> **WHAT THE TASK ASKS**: State how many lines in the listing below contain the word "numbered", and write nothing else.

> **DATA SHOWN**:
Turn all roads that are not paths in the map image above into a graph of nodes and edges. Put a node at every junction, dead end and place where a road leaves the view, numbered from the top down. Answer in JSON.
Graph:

---

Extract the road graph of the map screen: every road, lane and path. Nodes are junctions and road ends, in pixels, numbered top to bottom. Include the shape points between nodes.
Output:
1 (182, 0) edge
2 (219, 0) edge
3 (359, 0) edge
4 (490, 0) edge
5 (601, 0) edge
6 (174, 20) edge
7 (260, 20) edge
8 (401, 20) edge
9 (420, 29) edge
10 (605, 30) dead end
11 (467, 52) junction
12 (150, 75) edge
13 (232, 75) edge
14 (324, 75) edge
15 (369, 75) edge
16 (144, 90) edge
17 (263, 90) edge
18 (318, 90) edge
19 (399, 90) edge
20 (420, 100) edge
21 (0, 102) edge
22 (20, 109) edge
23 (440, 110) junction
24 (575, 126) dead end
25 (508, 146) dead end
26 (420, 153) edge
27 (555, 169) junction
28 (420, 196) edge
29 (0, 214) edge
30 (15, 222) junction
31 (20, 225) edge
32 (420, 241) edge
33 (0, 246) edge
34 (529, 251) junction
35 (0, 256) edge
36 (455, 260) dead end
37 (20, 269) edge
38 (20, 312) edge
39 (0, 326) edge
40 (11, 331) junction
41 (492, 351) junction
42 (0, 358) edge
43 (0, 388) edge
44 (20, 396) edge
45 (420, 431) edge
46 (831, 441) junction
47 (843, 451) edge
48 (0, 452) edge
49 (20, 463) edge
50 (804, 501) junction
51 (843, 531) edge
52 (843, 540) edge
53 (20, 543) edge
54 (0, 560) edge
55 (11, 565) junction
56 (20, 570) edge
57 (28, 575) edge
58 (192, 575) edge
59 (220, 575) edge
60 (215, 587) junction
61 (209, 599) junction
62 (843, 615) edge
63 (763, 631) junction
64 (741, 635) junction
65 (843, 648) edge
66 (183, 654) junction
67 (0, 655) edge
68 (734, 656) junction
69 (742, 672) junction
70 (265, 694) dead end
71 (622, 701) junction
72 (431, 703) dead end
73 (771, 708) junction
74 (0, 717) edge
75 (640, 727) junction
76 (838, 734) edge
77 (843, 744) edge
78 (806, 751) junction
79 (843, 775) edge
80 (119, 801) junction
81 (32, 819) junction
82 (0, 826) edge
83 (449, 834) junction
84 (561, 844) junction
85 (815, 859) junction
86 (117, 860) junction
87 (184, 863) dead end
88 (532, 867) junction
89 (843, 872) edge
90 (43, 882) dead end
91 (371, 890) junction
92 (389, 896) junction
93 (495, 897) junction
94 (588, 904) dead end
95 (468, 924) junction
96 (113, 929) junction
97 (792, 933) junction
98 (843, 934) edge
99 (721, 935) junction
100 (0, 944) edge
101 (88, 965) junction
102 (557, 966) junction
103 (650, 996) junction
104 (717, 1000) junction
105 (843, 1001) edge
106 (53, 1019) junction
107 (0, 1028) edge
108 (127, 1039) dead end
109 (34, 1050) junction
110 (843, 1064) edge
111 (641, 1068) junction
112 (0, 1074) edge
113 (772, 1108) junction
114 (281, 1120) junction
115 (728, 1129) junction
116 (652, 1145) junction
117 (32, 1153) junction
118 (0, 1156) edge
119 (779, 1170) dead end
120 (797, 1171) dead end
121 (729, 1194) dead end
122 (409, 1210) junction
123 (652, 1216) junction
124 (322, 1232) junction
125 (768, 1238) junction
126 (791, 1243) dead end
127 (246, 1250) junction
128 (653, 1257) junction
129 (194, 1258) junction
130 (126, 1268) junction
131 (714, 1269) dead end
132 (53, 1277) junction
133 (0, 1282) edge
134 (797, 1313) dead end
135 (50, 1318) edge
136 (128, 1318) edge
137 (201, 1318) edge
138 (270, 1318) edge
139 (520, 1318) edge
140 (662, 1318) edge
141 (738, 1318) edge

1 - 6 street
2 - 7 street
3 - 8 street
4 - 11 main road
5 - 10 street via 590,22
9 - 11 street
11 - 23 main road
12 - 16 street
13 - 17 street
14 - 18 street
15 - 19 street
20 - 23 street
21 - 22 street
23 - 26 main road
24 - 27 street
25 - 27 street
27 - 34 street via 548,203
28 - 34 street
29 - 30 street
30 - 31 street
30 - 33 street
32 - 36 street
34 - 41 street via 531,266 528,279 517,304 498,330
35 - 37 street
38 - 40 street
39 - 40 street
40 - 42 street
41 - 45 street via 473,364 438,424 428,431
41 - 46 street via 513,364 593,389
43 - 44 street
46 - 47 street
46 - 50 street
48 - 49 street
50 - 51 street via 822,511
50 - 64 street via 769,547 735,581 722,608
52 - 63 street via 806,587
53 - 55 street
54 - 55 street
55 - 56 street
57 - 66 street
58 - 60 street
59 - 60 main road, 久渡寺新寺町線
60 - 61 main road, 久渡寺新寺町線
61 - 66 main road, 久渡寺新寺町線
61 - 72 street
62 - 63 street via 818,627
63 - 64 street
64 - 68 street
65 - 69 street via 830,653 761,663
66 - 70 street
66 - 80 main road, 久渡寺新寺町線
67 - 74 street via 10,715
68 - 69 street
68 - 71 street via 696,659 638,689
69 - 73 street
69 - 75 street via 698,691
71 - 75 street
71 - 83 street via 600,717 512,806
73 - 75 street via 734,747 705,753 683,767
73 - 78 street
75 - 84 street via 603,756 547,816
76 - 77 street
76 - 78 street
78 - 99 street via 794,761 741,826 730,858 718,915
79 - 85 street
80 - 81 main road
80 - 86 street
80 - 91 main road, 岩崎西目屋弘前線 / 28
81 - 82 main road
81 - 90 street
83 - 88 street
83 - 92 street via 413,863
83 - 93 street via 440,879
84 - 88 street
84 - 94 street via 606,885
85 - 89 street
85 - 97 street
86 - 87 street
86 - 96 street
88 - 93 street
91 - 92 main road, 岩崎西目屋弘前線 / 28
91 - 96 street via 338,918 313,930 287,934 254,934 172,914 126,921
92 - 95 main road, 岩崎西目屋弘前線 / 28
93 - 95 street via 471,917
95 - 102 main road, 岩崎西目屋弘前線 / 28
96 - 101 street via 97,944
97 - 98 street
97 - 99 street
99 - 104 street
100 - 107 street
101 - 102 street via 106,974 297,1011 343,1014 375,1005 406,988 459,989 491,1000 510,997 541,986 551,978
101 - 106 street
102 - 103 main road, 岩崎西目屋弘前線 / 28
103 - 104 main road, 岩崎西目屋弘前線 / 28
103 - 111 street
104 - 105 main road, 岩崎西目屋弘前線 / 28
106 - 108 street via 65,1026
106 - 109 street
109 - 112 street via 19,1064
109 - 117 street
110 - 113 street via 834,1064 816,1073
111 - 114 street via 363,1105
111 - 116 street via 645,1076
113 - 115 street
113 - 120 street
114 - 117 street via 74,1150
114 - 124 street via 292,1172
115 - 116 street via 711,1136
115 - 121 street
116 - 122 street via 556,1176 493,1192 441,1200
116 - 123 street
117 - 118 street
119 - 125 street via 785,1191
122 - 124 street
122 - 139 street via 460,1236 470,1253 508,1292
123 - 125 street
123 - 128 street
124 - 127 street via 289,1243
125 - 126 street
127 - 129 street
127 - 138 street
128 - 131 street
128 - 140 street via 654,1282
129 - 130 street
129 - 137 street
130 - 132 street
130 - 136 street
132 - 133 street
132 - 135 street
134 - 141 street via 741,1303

==

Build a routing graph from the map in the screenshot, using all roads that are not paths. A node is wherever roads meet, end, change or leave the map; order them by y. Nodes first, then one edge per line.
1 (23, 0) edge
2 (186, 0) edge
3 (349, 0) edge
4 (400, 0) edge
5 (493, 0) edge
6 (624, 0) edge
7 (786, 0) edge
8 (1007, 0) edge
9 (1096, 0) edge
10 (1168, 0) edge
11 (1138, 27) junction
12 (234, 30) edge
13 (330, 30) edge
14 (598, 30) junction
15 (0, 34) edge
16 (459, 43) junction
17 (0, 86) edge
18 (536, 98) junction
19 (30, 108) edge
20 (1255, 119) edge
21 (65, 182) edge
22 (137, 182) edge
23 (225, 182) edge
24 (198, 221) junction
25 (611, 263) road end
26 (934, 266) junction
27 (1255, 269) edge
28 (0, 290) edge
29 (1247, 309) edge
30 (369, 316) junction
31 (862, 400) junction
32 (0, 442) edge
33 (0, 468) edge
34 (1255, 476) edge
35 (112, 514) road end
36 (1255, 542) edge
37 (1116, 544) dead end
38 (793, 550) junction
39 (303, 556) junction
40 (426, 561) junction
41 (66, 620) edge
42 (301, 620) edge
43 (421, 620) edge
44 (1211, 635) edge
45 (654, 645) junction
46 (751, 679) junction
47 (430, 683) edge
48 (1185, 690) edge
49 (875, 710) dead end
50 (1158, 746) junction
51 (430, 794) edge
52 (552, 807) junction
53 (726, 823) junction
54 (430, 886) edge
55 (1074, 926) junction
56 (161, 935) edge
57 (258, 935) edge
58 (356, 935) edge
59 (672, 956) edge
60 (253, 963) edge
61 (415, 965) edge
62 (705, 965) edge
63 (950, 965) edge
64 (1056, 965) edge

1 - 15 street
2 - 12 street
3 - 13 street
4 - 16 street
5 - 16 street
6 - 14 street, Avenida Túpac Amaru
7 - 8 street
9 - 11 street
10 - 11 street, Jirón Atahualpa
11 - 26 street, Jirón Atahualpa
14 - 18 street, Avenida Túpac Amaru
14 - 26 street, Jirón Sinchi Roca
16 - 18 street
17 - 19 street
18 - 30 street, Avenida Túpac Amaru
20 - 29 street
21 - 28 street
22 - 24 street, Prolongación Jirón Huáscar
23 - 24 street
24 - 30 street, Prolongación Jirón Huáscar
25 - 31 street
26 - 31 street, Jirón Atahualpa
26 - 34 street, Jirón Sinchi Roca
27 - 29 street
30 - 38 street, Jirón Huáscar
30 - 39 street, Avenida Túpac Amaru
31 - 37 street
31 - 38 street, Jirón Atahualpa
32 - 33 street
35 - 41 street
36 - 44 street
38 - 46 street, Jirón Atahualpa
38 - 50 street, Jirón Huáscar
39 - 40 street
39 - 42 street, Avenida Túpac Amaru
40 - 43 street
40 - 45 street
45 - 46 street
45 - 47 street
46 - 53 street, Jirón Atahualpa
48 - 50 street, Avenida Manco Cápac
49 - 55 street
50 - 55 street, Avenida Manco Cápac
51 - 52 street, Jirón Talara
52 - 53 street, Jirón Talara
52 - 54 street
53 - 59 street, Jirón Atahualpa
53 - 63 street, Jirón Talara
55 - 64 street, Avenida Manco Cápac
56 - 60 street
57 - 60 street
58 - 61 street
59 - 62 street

> **FINAL ANSWER**: 2